◆ **Prompt**
Scan the entries below and extract each line with the word "Frédéric" in it.

◆ **Records supplied**
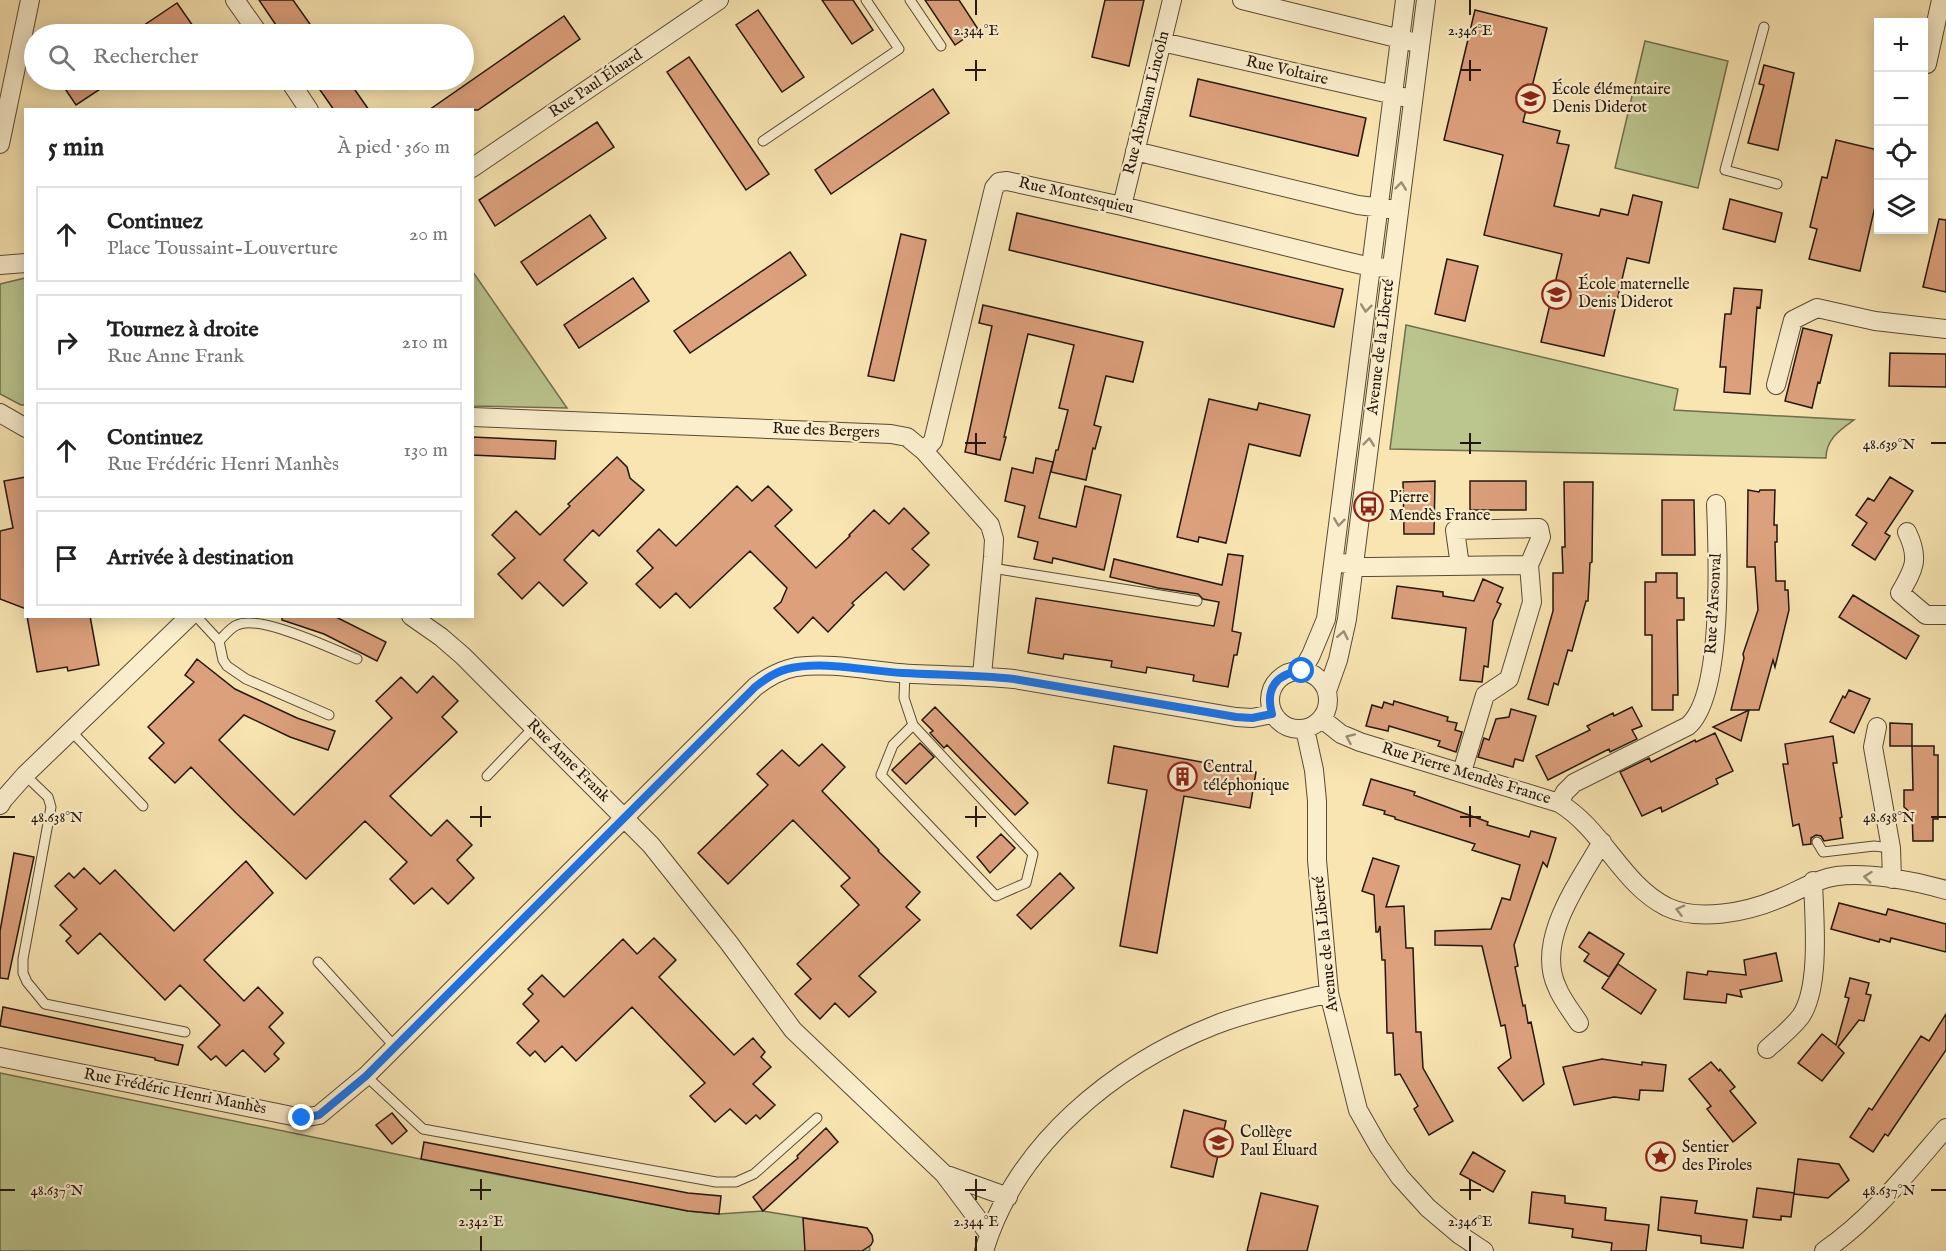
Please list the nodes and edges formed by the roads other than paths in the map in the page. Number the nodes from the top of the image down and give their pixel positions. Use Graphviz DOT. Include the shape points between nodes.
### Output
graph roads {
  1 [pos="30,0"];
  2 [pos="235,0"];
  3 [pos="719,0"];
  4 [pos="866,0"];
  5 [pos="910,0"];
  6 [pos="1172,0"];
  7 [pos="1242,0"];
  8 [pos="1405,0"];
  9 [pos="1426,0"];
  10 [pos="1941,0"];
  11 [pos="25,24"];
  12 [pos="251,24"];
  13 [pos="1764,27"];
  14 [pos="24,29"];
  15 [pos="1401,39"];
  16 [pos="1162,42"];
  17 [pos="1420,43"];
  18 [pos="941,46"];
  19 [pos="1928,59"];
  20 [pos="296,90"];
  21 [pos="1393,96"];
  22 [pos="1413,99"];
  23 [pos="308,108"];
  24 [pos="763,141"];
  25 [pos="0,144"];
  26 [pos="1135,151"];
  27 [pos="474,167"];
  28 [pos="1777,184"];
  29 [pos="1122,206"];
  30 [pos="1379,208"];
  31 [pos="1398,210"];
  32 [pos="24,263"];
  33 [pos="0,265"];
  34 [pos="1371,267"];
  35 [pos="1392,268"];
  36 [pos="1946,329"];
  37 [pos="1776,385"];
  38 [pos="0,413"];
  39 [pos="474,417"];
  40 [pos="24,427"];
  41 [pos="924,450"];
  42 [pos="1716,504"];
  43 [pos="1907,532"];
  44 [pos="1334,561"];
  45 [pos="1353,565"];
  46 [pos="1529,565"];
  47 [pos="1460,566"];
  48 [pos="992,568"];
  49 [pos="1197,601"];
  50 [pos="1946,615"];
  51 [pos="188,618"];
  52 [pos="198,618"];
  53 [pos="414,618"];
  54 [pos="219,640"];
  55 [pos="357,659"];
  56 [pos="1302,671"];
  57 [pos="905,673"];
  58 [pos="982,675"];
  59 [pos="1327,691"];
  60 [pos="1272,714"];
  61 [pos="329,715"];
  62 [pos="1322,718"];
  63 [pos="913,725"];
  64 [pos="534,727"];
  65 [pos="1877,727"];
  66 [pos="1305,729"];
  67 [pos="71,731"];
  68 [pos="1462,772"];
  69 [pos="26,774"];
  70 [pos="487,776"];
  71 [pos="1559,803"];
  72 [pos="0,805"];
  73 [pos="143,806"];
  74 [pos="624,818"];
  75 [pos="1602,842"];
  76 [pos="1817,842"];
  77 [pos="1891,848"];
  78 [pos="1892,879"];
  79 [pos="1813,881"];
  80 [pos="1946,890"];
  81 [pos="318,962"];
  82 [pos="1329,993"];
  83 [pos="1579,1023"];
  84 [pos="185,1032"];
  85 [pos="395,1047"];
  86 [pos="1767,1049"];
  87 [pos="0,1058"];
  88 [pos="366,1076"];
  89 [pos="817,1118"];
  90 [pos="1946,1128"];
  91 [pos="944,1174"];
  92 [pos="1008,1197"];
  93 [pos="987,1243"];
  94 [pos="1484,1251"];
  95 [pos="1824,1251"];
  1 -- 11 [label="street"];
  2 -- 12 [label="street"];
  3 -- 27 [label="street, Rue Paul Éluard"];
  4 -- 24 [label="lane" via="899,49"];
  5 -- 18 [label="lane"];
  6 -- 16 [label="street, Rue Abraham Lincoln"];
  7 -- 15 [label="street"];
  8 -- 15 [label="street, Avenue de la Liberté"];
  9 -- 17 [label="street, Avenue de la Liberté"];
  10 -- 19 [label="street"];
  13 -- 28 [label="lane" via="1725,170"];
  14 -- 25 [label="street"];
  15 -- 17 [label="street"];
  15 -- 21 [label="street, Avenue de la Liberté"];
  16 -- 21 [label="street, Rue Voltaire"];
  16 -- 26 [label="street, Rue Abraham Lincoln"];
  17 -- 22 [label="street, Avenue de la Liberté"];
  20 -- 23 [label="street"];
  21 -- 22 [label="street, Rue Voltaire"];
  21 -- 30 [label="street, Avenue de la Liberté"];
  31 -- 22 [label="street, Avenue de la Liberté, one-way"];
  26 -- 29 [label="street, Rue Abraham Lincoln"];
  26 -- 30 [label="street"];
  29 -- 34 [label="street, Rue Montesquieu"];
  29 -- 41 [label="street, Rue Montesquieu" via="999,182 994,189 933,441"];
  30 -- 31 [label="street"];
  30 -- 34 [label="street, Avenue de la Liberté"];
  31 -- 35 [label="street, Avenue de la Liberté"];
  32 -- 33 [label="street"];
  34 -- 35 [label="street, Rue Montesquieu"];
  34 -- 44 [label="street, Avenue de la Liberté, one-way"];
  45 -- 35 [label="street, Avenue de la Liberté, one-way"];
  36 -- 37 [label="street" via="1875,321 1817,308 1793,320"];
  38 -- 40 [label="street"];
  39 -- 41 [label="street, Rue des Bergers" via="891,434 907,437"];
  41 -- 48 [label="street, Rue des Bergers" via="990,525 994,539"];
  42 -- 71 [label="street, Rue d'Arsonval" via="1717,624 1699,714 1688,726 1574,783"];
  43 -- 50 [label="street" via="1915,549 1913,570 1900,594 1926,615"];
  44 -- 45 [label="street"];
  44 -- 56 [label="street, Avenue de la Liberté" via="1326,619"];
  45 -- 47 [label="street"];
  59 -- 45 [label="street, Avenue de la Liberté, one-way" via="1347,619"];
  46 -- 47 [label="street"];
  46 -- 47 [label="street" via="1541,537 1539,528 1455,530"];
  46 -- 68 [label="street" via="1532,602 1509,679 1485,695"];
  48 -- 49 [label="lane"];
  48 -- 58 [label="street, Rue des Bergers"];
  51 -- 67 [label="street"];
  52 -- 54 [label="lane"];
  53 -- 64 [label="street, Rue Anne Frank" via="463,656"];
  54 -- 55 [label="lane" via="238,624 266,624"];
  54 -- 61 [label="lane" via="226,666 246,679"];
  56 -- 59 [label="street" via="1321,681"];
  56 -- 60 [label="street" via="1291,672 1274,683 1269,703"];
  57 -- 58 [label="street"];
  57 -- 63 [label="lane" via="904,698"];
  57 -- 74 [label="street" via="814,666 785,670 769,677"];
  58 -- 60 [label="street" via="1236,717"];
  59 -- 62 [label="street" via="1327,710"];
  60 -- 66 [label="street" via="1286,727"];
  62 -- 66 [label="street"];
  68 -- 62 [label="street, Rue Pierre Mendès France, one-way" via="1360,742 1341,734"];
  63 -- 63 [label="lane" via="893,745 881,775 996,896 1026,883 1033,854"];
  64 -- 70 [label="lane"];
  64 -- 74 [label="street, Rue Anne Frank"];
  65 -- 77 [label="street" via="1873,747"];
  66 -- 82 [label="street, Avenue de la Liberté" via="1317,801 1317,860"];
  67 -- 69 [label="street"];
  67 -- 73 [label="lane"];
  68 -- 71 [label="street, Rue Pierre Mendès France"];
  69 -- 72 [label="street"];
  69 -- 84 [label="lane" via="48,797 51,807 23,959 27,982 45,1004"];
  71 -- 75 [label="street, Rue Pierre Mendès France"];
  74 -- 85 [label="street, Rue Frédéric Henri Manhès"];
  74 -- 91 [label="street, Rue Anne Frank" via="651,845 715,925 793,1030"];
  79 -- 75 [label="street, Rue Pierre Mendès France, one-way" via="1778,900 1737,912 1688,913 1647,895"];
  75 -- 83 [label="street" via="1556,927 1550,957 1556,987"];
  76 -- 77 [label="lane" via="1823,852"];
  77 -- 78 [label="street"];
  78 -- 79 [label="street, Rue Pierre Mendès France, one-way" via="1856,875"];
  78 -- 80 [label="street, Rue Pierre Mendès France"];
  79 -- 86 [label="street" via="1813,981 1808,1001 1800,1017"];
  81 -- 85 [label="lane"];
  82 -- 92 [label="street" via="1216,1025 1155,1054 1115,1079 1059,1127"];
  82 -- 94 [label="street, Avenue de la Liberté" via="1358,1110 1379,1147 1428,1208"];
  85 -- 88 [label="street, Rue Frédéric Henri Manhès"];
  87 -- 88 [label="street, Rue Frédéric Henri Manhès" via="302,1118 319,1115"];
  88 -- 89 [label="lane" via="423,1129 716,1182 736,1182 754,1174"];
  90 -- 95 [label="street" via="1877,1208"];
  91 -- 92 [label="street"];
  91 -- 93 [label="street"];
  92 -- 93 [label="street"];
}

◆ **Answer to the exercise**
  74 -- 85 [label="street, Rue Frédéric Henri Manhès"];
  85 -- 88 [label="street, Rue Frédéric Henri Manhès"];
  87 -- 88 [label="street, Rue Frédéric Henri Manhès" via="302,1118 319,1115"];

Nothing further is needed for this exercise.